The music is, as expected, very country, but also lovely to listen to. The staging, by Sergio Trejullio, around the beautiful center piece (a true-to-lifesized truck) flowed with ease.

The best part, in my opinion, was the cast. Filled with seasoned actors, like Allison Case, Jay Armstrong Johnson, Hunter Foster, and Davis Larsen, it was a true treat to watch them all perform onstage together. 

Neil Pepe also did an excellent job directing this new musical and made sure everything flowed seamlessly as the car turned. Though part of me wonders what it would be like to see this piece in the Circle in the Square Theatre, or any space that’s in the round. 

In any case, Hands on a Hardbody is a new musical that is full of life and hope, much like their main characters. 

Thank you to Serino Coyne for inviting me to see the show!

So, here are a few fun facts about Matilda the Musical:

  • There are eighteen (18!) kids in the show.
  • They never had an invited dress, so one Matilda wouldn’t get the praise above the rest.
  • The role of Matilda is the largest role ever written for such a young (and small) person (she carries about 90% of the show).
  • There were no stops at the first preview tonight.
  • The performance lasted two hours and forty minutes (and this is including the fact that they started a bit late too).
  • The score (which I heard for the first time tonight) is still in my head. (This never happens.)

I’ll post my more formal-ish review after opening night. But for now: just go buy your tickets. You’ll thank me after it opens and tickets are no longer available, like what happened to The Producers (except this is way better – The Producers, IMO, was garbage).

On Holiday.

Non-equity tours have an admittedly sour reputation of being the poor, red headed younger sibling of equity tours. I saw the first non-equity tour of Rent in 2002 and it was a disaster, to say the least. With that in mind, one can assume my expectations were low for the non-equity tour of American Idiot. The equity tour had been somewhat of a let down last year after the Boston Opera House swallowed up what little energy the half-recycled touring cast had. So, while expectations were low, my friends and I happily headed to Hartford yesterday to see the show we loved that we hasn’t seen in over a year. I picked up two copies of Rolling Stone so we could read about our favorite rockstar on the way up.

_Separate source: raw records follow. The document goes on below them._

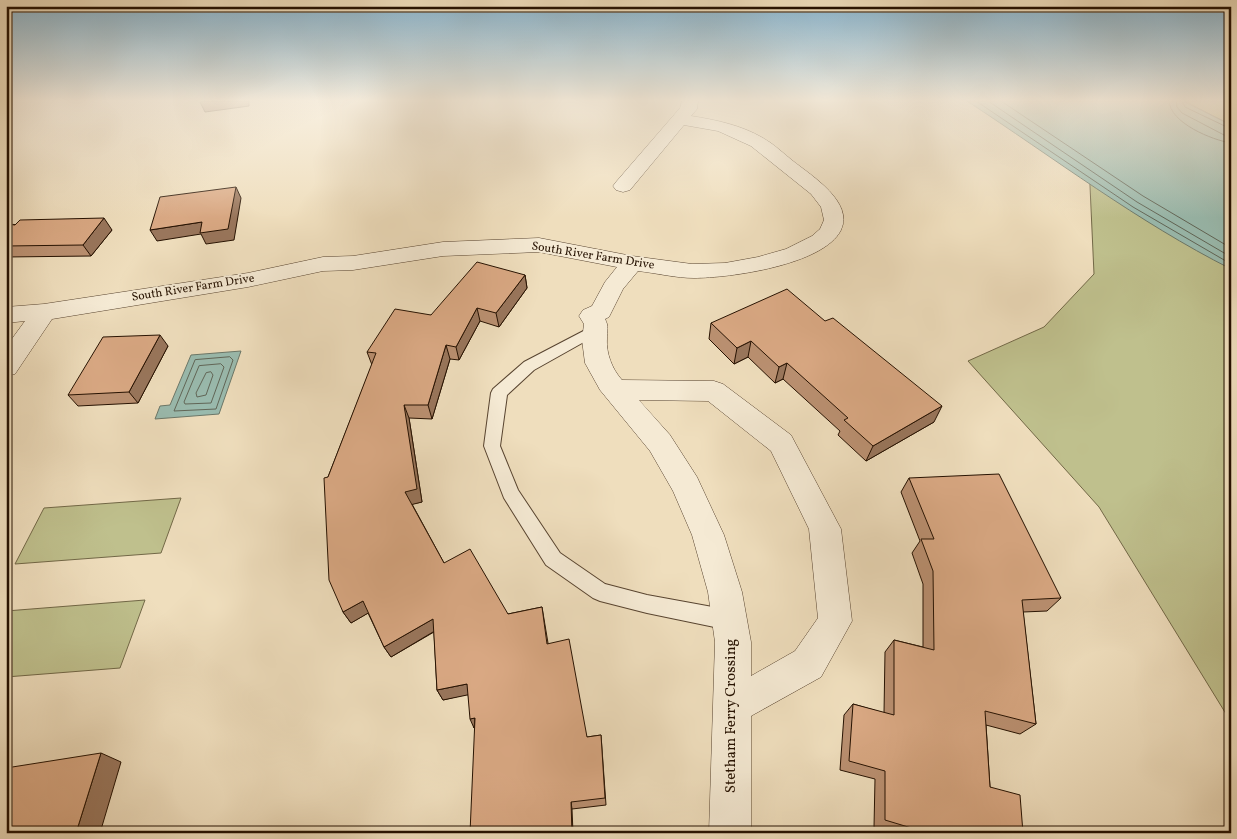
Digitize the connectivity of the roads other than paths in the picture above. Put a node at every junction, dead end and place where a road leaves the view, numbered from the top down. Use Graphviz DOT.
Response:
graph roads {
  1 [pos="660,140"];
  2 [pos="753,140"];
  3 [pos="623,186"];
  4 [pos="632,263"];
  5 [pos="44,312"];
  6 [pos="6,315"];
  7 [pos="595,330"];
  8 [pos="6,367"];
  9 [pos="615,390"];
  10 [pos="729,620"];
  11 [pos="732,706"];
  12 [pos="730,833"];
  1 -- 3 [label="street"];
  2 -- 4 [label="street, South River Farm Drive"];
  4 -- 5 [label="street, South River Farm Drive"];
  4 -- 7 [label="street, Stetham Ferry Crossing"];
  5 -- 6 [label="street, South River Farm Drive"];
  5 -- 8 [label="street"];
  7 -- 9 [label="street, Stetham Ferry Crossing"];
  7 -- 10 [label="lane"];
  9 -- 10 [label="street, Stetham Ferry Crossing"];
  9 -- 11 [label="street"];
  10 -- 11 [label="street, Stetham Ferry Crossing"];
  11 -- 12 [label="street, Stetham Ferry Crossing"];
}
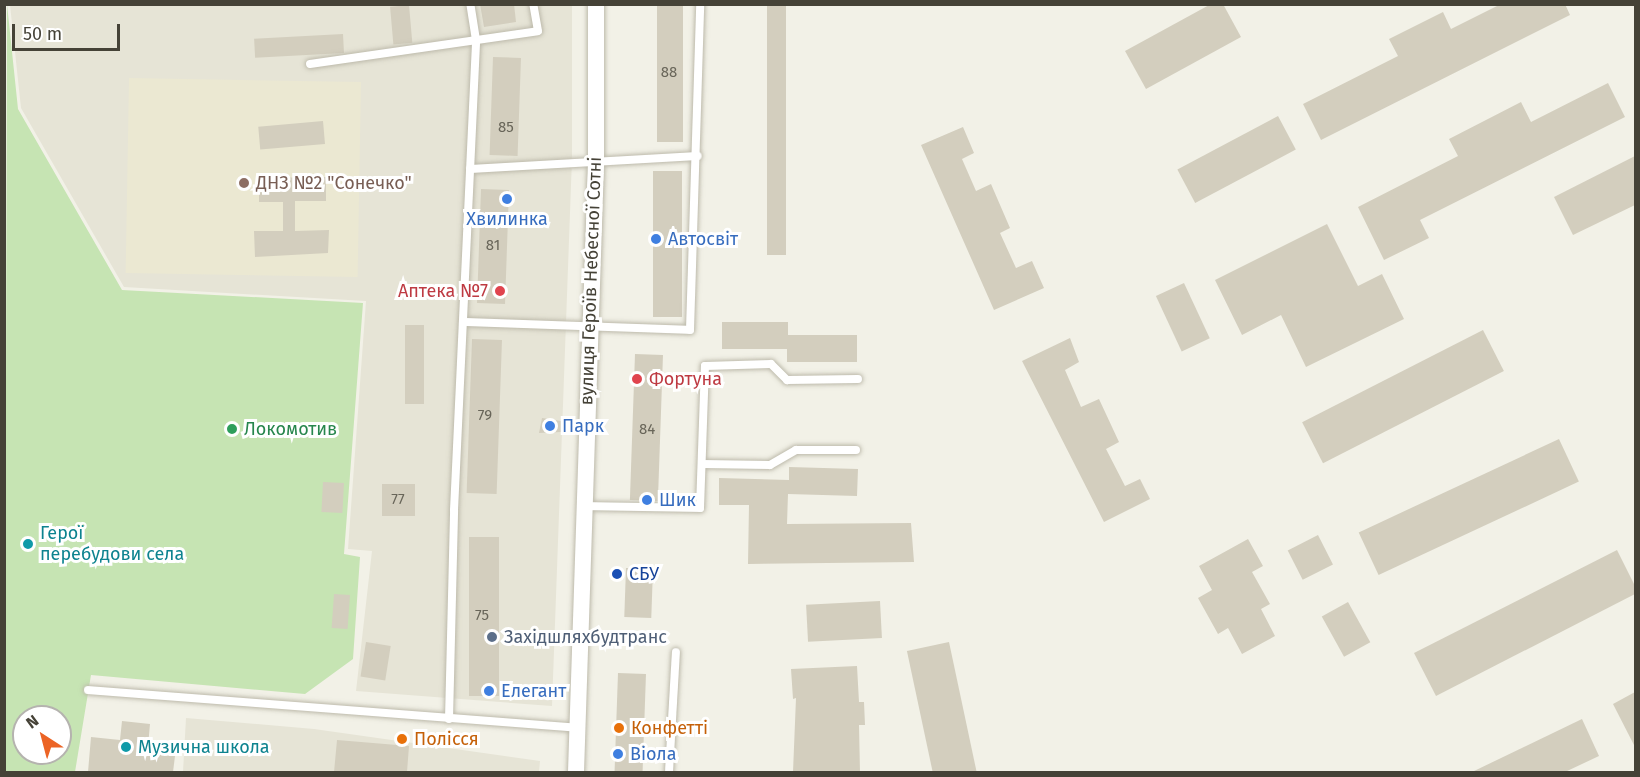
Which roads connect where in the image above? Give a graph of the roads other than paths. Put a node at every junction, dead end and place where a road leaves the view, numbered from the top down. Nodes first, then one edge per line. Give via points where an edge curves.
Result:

We got Hartford and were thoroughly saddened when the city lacked people and open restaurants. I believe there were a whopping sum of two open restaurants open across Bushnell Park from the theatre. The funny thing was that every Hartford native we came across apologized for their city and its lack of, well, everything. After (way too much) searching we eventually found a lovely little restaurant called Salute and parked ourselves at the bar. Minutes later a sea of suits (WASPS) started filing in. Apparently a new Connecticut Supreme Court justice named Andrew had just been sworn in and we were lunching at the site of his celebratory party. Soon after the suits became overwhelming we paid and went back to meet our friend who’d overslept and missed our bus (no worries, he caught the next one).  We relaxed and charged our phones as we waited for the doors to the Bushnell Theater opened.


The theatre was large but not as big as the Boston Opera House. We had awesome seats, Row D, though they were still 8 or so rows back, but they were closer than we’d had in Boston. But finally it was fuck time.

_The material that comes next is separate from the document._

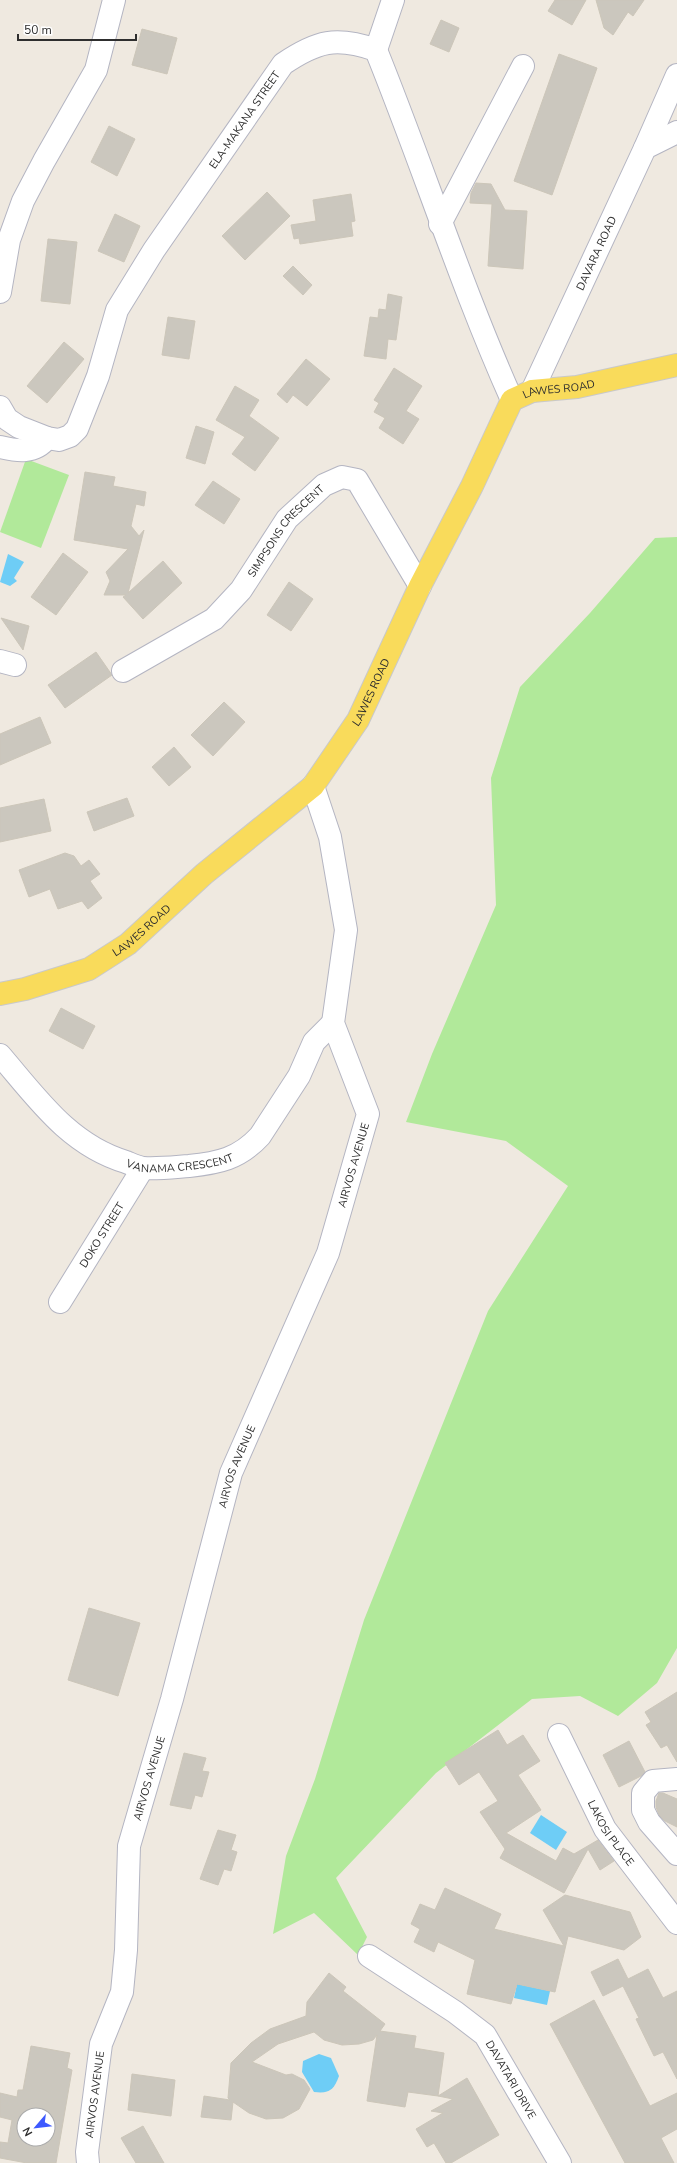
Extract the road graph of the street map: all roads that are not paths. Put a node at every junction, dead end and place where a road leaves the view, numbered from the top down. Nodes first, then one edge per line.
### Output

Because the proscenium wasn’t nearly as high as at the St. James, they waited longer before they started to raise the curtain amidst the sound bites. The set was shorter but I knew that was coming. I was excited to see an entirely fresh, new cast perform material that I knew like the back of my hand.

One third of the way through (the song) American Idiot my friend leaned over and gave me a thumbs up. I knew he was referring to Alex Nee as Johnny. We’d heard great things about him from a reliable source and we were both pleased he’d been right. He had an edgy, rock voice but with a lovely vibrator that wasn’t overkill. He added subtle nuances to the character here and there (such as hiding his head under a blanket when Know Your Enemy started) that were incredibly effective. You could really feel that he’d hit rock bottom before Wake Me Up When September Ends.

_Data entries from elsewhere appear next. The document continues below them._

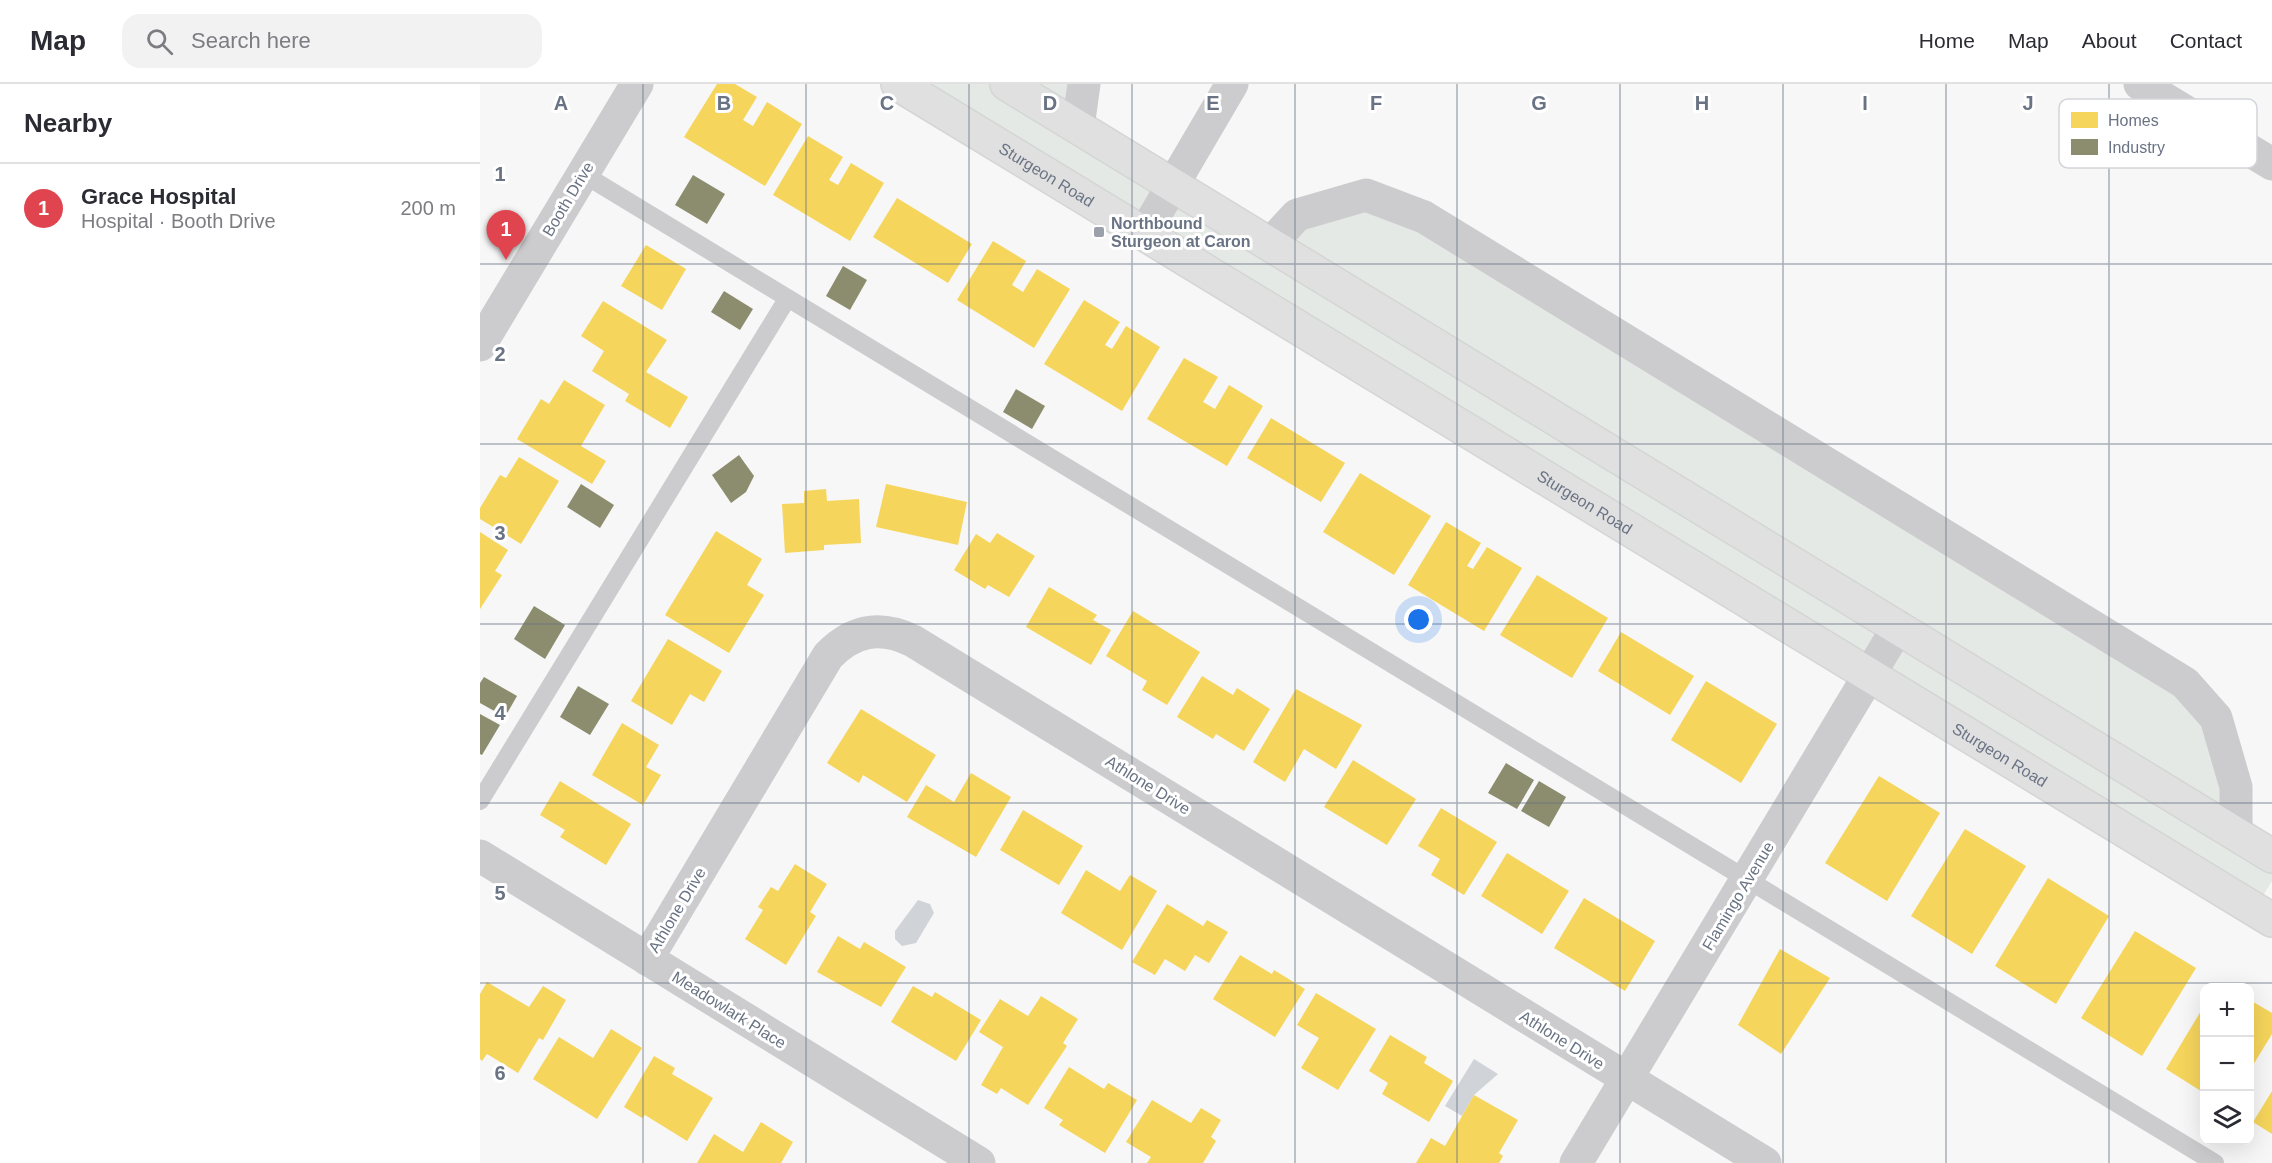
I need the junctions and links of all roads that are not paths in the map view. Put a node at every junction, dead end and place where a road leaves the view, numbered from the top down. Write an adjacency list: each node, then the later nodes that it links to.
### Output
1 (637, 84): 9 (street, Booth Drive)
2 (898, 84): 11 (main road, Sturgeon Road)
3 (1007, 84): 8 (main road)
4 (1084, 84): 8 (street)
5 (1232, 84): 10 (street)
6 (2140, 84): 7 (street)
7 (2167, 99)
8 (1078, 127): 10 (main road)
9 (583, 174): 13 (lane); 14 (street, Booth Drive)
10 (1172, 185): 11 (street); 12 (main road)
11 (1144, 234): 16 (main road, Sturgeon Road)
12 (1270, 244): 15 (main road); 18 (street)
13 (787, 299): 17 (lane); 21 (lane)
14 (480, 345)
15 (1898, 627): 16 (street, Flamingo Avenue); 18 (main road)
16 (1870, 676): 21 (street, Flamingo Avenue); 22 (main road, Sturgeon Road)
17 (480, 801)
18 (2236, 834): 20 (main road)
19 (480, 856): 23 (street, Meadowlark Place)
20 (2272, 856)
21 (1747, 881): 24 (street, Flamingo Avenue); 28 (lane)
22 (2272, 920)
23 (647, 959): 24 (street, Athlone Drive); 25 (street, Meadowlark Place)
24 (1627, 1080): 26 (street, Flamingo Avenue); 27 (street, Athlone Drive)
25 (979, 1163)
26 (1576, 1163)
27 (1765, 1163)
28 (2215, 1163)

Casey O’Farrell was great too as Will. His look was a little off for me at first – for some reason – but his voice was really pretty and his acting was solid.

Alyssa DiPalma was GREAT as Whatshername. Her costumes were completely different (and awesome!). Her voice was gorgeous and powerful. And her take on the character was slightly more sympathetic because her look wasn’t as “hard” as previous actresses I’d seen. Letterbomb rocked.

Thomas Hettrick was good as Tunny. His acting was spot on, but his voice alternated between sounding like a member of a boy band and one that was way too naisily (at certain moments he was turning his vowels like it was his job).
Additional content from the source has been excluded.